The Supreme Court ruled in a 6 to 3 decision to restrain the federal government’s ability to regulate emissions at power plants

The Supreme Court ruled in a 6 to 3 decision to restrain the federal government’s ability to regulate emissions at power plants

By a vote of 6 to 3, the Supreme Court decided to limit the federal government’s powers to control emissions from power plants.

According to the ruling, it is forbidden for federal agencies to make “major” decisions without express consent from Congress.

It appears to permit restrictions that are strictly aimed at limiting smokestack pollution, but it prohibits more expansive regulations that set state-by-state emission reduction objectives that would hasten the transition to clean energy.

It stops the Biden administration from implementing the broad emissions regulations that the EPA tried to put in place during the Obama administration. Obama’s Clean Power Plan was suspended by the Supreme Court in 2016, therefore it never went into action.

In West Virginia v. EPA, the appeals court’s decision to overturn the Affordable Clean Energy Rule, a Trump-era regulation that essentially killed the Clean Power Plan, the court sided with coal power facilities and GOP-led states.

Despite the fact that the Clean Power Plan was never implemented, the utility industry succeeded in reducing carbon pollution by 32 percent from 2005 levels by the year 2030.

The Biden administration had requested the Supreme Court to postpone interfering in favor of writing a new regulation.

The Supreme Court decided against deciding on an existing rule and instead established a precedent for Biden’s future rule, which was anticipated to be in line with his objective of having the entire U.S. power grid run on sustainable energy by 2035.

The EPA can still control greenhouse gases at the source under Section 111 and more generally through other Clean Air Act provisions, but it’s a terrible and unneeded decision.

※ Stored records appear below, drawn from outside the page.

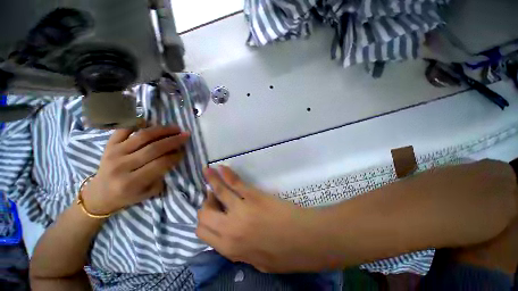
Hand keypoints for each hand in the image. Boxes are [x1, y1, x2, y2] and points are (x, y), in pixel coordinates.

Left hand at [82, 126, 189, 214]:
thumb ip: (161, 176)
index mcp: (132, 182)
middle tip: (185, 135)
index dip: (175, 156)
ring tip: (175, 128)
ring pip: (142, 137)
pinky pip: (123, 129)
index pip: (160, 164)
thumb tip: (173, 157)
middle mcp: (121, 166)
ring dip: (162, 130)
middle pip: (153, 148)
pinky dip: (136, 123)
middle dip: (173, 140)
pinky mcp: (108, 145)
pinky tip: (149, 121)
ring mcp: (114, 153)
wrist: (99, 194)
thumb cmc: (127, 196)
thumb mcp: (148, 193)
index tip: (183, 151)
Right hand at [196, 166, 325, 272]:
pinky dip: (226, 175)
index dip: (205, 221)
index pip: (202, 232)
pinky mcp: (253, 196)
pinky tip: (221, 168)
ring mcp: (241, 210)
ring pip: (218, 193)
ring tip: (207, 171)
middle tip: (214, 198)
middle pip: (204, 214)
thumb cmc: (284, 254)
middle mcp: (230, 229)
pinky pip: (235, 183)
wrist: (304, 239)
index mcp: (229, 249)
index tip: (213, 213)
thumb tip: (230, 241)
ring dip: (211, 181)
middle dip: (206, 205)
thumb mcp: (257, 262)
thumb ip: (239, 253)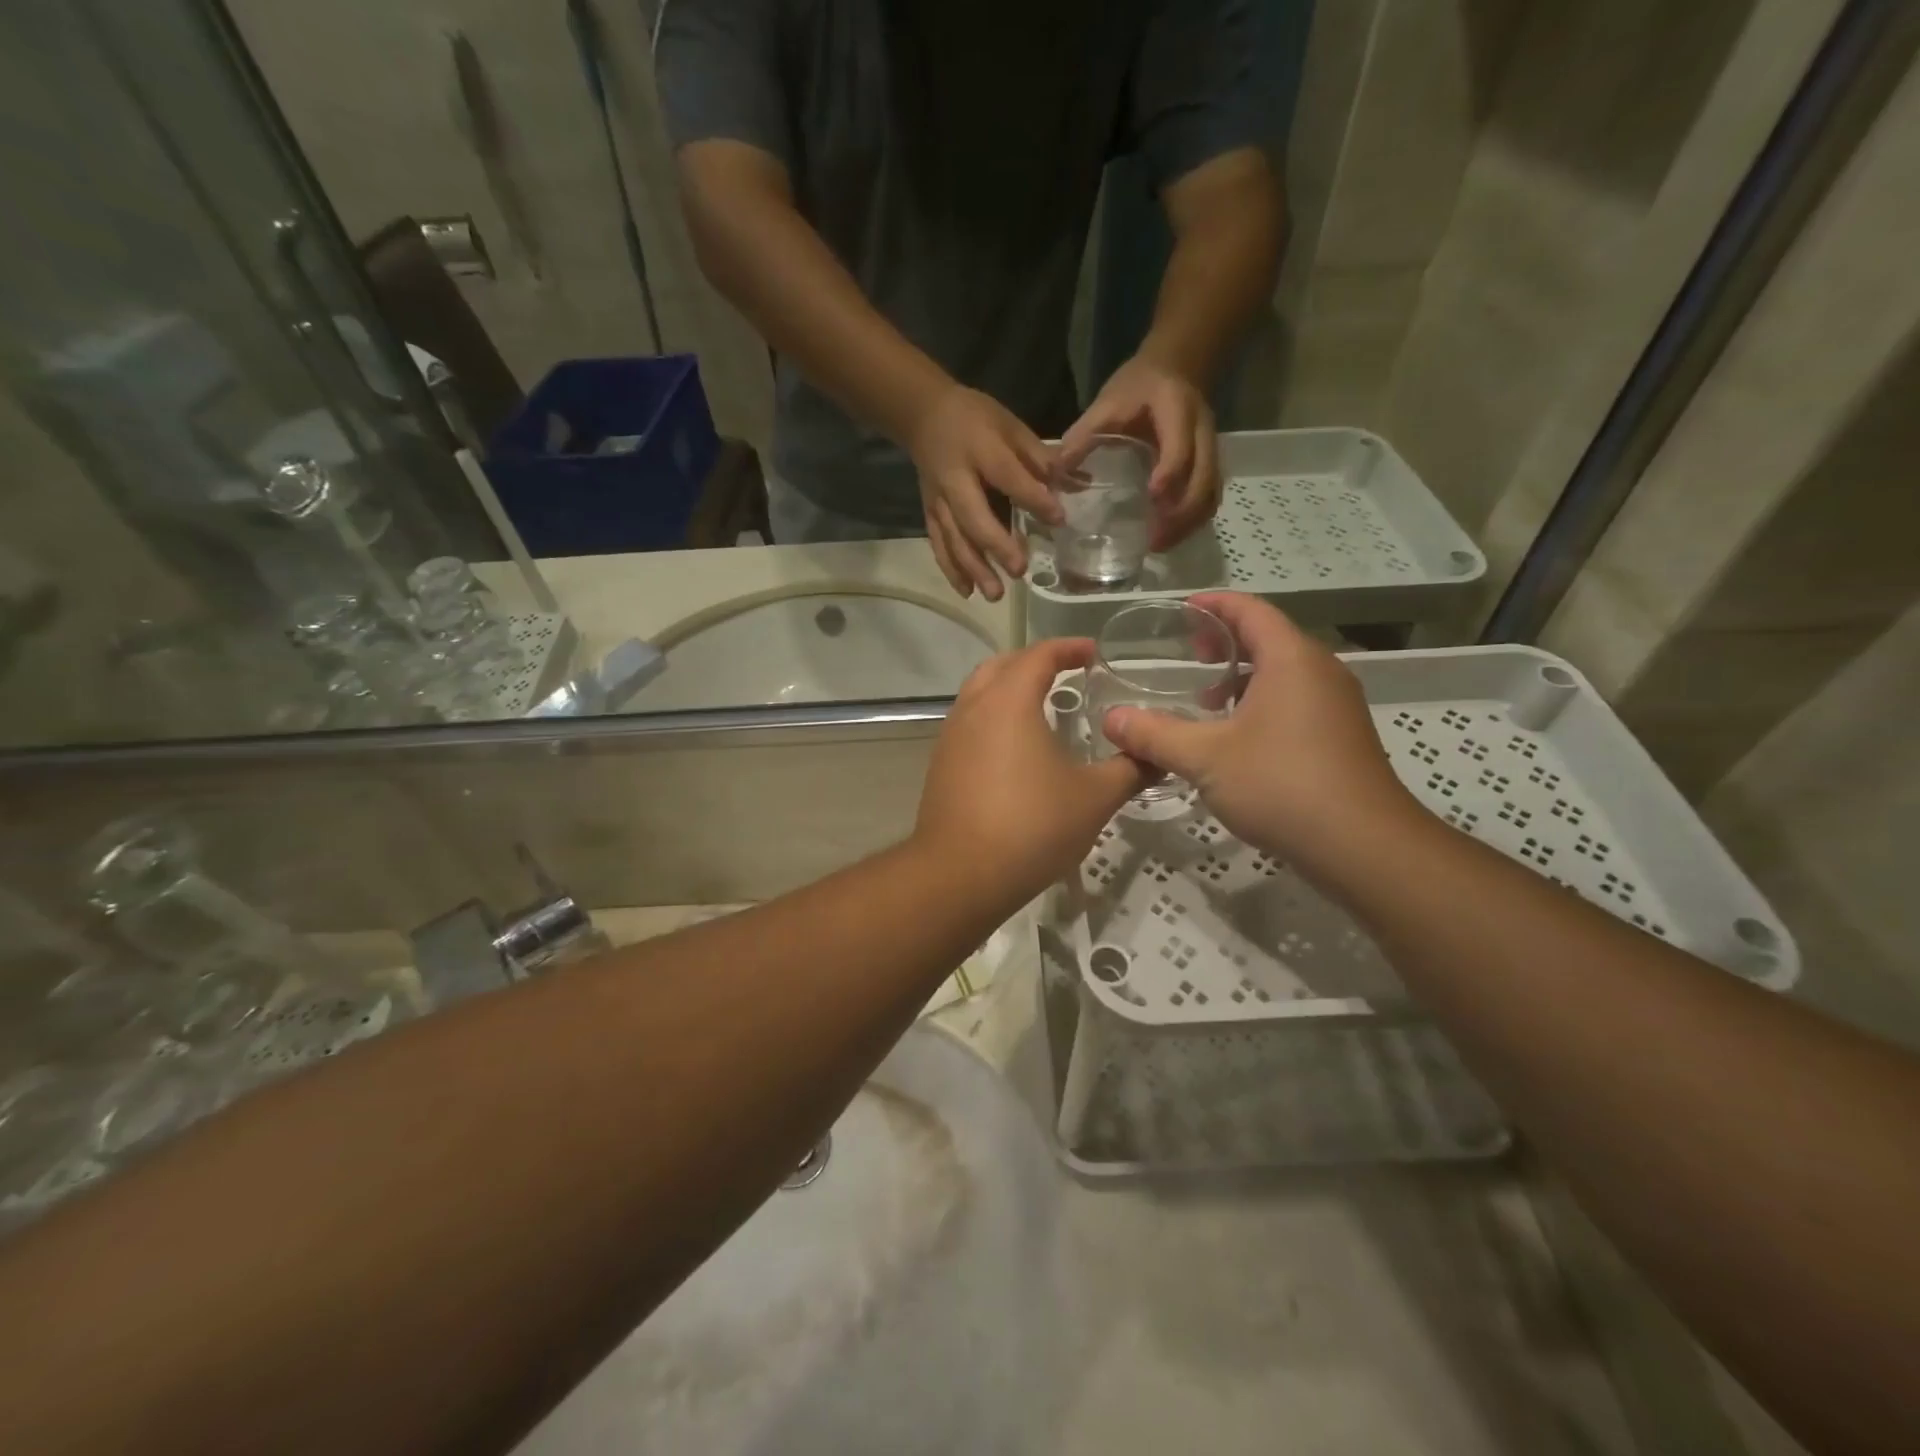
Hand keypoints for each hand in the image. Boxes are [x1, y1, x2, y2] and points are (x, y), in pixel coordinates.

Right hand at [907, 385, 1061, 601]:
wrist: (923, 416)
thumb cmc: (975, 419)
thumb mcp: (1010, 426)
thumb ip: (1040, 458)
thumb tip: (1078, 484)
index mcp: (981, 450)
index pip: (1008, 477)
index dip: (1033, 498)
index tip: (1058, 519)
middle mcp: (955, 479)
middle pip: (973, 517)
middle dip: (996, 546)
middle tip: (1020, 570)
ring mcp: (939, 500)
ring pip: (954, 539)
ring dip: (974, 568)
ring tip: (995, 594)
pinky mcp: (930, 514)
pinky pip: (939, 545)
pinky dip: (951, 570)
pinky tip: (968, 592)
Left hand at [915, 638, 1145, 900]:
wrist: (960, 875)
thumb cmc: (1032, 826)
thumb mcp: (1094, 798)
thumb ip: (1129, 770)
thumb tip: (1157, 755)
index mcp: (1009, 701)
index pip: (1039, 655)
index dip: (1068, 648)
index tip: (1093, 653)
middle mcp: (973, 708)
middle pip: (1001, 665)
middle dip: (1034, 662)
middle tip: (1065, 673)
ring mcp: (950, 737)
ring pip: (978, 694)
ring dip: (1008, 689)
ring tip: (1041, 707)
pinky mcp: (940, 765)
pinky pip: (969, 724)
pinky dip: (993, 719)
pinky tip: (1015, 750)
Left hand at [1061, 355, 1219, 550]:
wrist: (1175, 367)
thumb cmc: (1138, 386)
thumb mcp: (1108, 402)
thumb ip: (1084, 434)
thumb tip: (1056, 472)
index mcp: (1177, 410)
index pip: (1180, 445)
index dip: (1170, 472)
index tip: (1153, 497)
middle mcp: (1202, 431)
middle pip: (1204, 478)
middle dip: (1182, 514)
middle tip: (1154, 541)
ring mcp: (1210, 449)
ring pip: (1211, 493)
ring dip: (1189, 523)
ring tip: (1160, 545)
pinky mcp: (1210, 464)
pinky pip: (1209, 497)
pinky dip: (1193, 520)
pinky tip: (1170, 535)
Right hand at [1100, 594, 1423, 875]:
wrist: (1363, 847)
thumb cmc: (1281, 785)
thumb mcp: (1204, 758)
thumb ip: (1154, 734)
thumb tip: (1110, 720)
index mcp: (1291, 659)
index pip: (1251, 610)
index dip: (1214, 604)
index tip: (1182, 610)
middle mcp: (1320, 672)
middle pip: (1269, 637)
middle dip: (1226, 641)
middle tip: (1190, 655)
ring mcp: (1337, 705)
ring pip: (1284, 673)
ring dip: (1243, 676)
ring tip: (1206, 700)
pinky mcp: (1342, 737)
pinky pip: (1296, 700)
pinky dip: (1262, 702)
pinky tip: (1238, 739)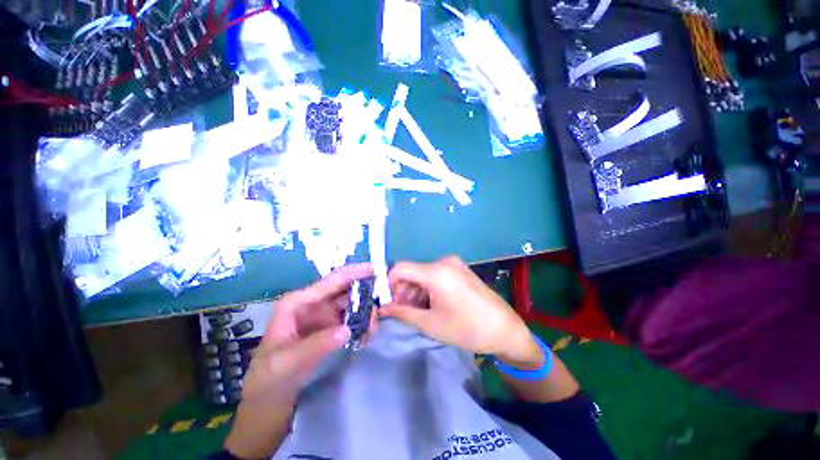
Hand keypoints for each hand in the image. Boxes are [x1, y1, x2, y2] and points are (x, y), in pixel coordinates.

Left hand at [225, 264, 375, 458]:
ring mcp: (322, 319)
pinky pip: (350, 321)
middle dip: (364, 293)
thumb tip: (348, 329)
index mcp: (298, 303)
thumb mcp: (287, 364)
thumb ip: (317, 345)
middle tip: (382, 302)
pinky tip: (367, 335)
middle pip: (344, 291)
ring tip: (374, 325)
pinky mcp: (329, 331)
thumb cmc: (268, 382)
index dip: (354, 272)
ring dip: (365, 311)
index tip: (376, 268)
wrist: (265, 410)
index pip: (331, 281)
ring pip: (350, 306)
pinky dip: (361, 325)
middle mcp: (312, 305)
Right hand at [382, 257, 543, 369]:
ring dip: (415, 291)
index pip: (401, 268)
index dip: (389, 283)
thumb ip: (402, 313)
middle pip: (413, 272)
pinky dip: (428, 288)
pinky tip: (430, 304)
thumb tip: (382, 308)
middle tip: (401, 311)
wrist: (505, 329)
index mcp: (436, 272)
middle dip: (403, 290)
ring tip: (416, 311)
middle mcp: (444, 262)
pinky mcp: (460, 270)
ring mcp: (454, 264)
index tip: (387, 301)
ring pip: (424, 274)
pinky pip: (436, 275)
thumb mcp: (430, 323)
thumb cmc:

Following this decision, the EPA must make the most of its remaining power, according to a statement from Jason Rylander of the Climate Law Institute at the Center for Biological Diversity.

Section 111 of the Clean Air Act, which gives the agency the authority to establish “standards of performance” for air pollutants, provided the foundation for the debate about the EPA’s level of authority.

After the Massachusetts v. EPA ruling in 2007, when the court decided that greenhouse gases could be controlled as air pollutants under the Clean Air Act, the court made its most significant climate case decision on Thursday.

President Obama at the time wanted to fight climate change by regulating power plants, the second-largest emitter of greenhouse gases behind the transportation sector, in an effort to break the impasse in Congress.

Some legal experts were concerned that the lawsuit would upend a significant portion of the regulatory state because Biden’s agencies are currently defending wetlands protections, restrictions on vehicle emissions, and insurance coverage for contraception in court.